Ia menambahkan bahwa jika relokasi menjadi kebijakan yang harus diambil, maka harus dipastikan solusinya tidak merugikan masyarakat.
"Harus ada solusi yang konkret, di mana lokasi relokasinya, bagaimana nasib pendidikan anak-anak, dan kelangsungan ekonomi warga. Itu yang harus kita pikirkan bersama," ujarnya.
Sebelumnya, pemerintah pusat melalui Satgas PKH telah menetapkan batas waktu tiga bulan bagi para penggarap ilegal di kawasan TNTN untuk mengosongkan lahan.
Kebijakan ini diumumkan langsung oleh Kasum TNI Letjen Richard TH Tampubolon saat pemasangan plang penyegelan kawasan TNTN pada 10 Juni 2025 lalu.
"Mulai 22 Mei hingga 22 Agustus 2025 adalah masa tenggat relokasi mandiri. Ini kawasan konservasi milik negara. Segala bentuk pembukaan lahan, tempat tinggal, dan perkebunan di kawasan ini merupakan pelanggaran hukum," tegas Letjen Richard.
Dari total luas awal 81.793 hektare TNTN, kini hanya tersisa sekitar 20 ribu hektare yang masih berbentuk hutan alami. Sisanya telah berubah menjadi kebun sawit ilegal.
Letjen Richard menjelaskan bahwa masyarakat masih diberi waktu untuk memanen sawit yang berusia lebih dari lima tahun, namun sawit di bawah usia itu akan dianggap sebagai hasil perambahan baru dan dilarang total.
"Selama tiga bulan ke depan, dilarang membuka lahan baru, menanam, maupun memperluas kebun.

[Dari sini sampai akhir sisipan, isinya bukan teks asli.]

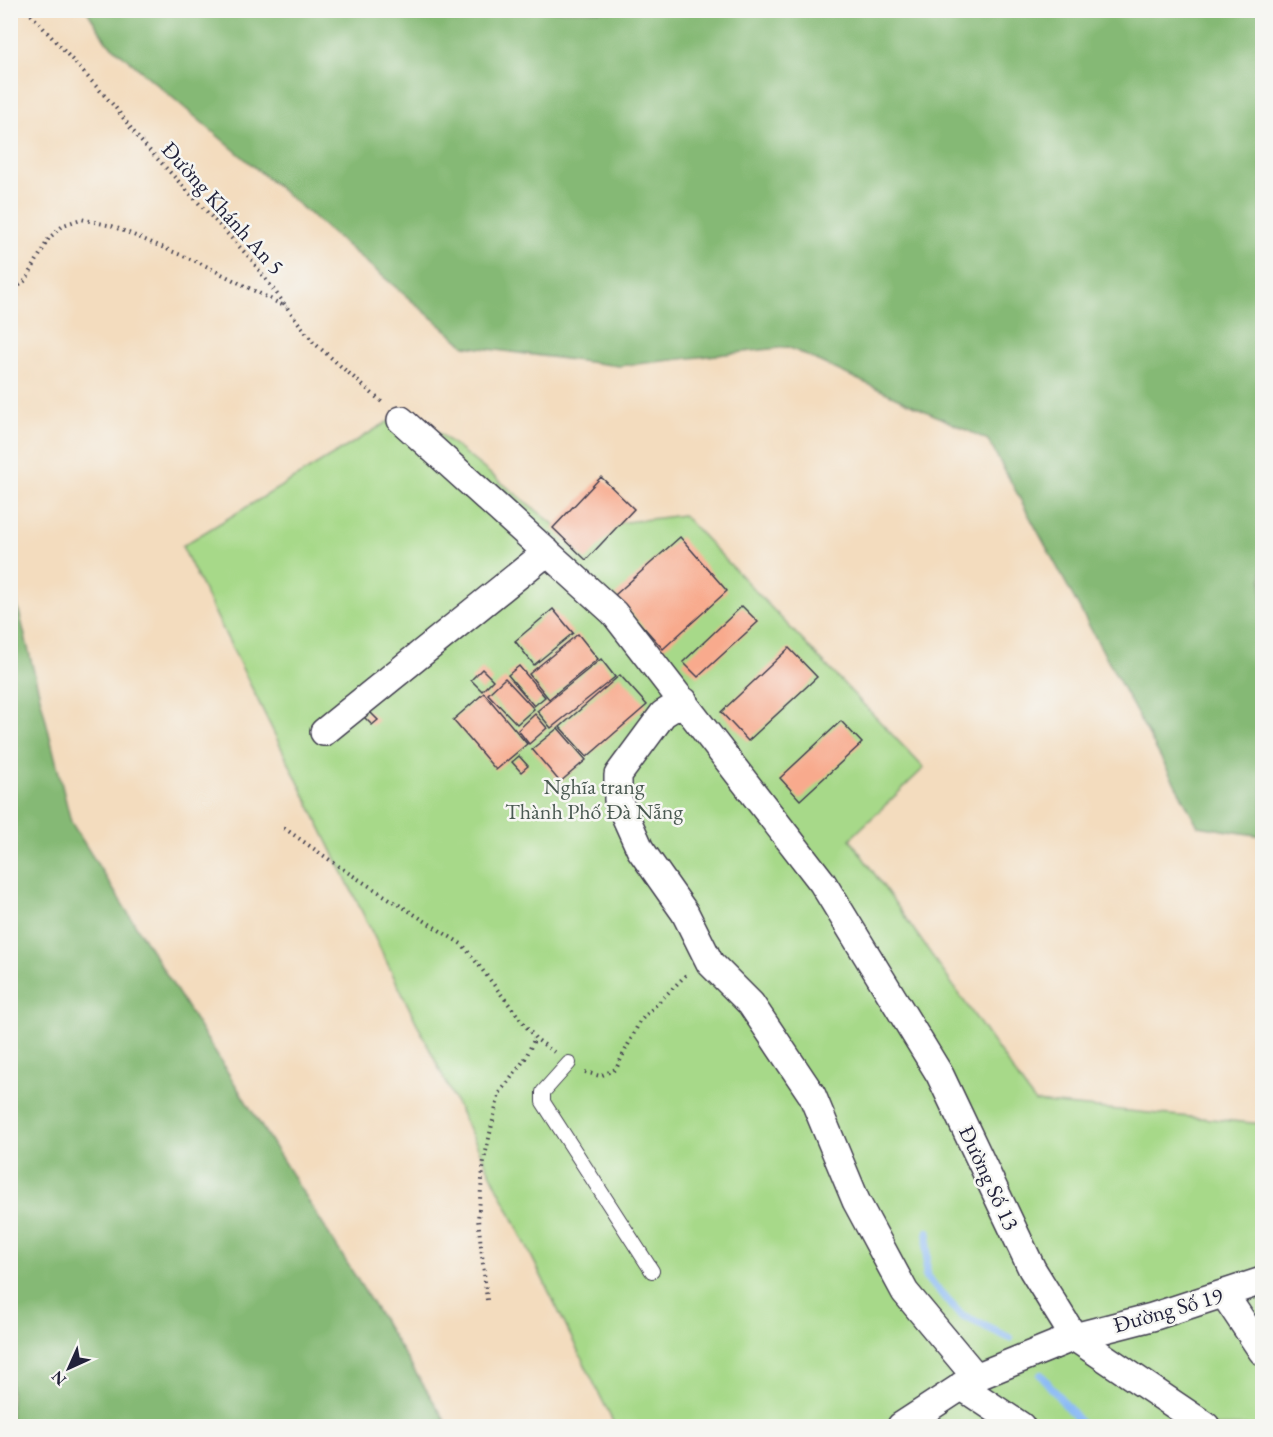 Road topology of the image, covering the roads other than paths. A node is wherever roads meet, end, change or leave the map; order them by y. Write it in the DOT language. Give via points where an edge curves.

Kami harap masyarakat patuh dan sadar pentingnya menjaga hutan ini," tambahnya.
TNTN sendiri merupakan rumah bagi berbagai satwa langka seperti harimau Sumatra dan gajah.
Kerusakan kawasan ini dinilai sudah pada tahap kritis, mengancam ekosistem dan keberlanjutan lingkungan.
Jaksa Agung Muda Pidana Khusus (Jampidsus) Kejagung RI, Febrie Adriansyah, yang ikut dalam kunjungan itu, juga menyebut telah ditemukan indikasi keterlibatan oknum aparat dan pejabat pemerintah dalam praktik perambahan hutan.
"Semua pihak yang terlibat akan diproses sesuai hukum. Ini bukan hanya persoalan masyarakat, tapi juga adanya dugaan keterlibatan pihak berwenang," jelasnya.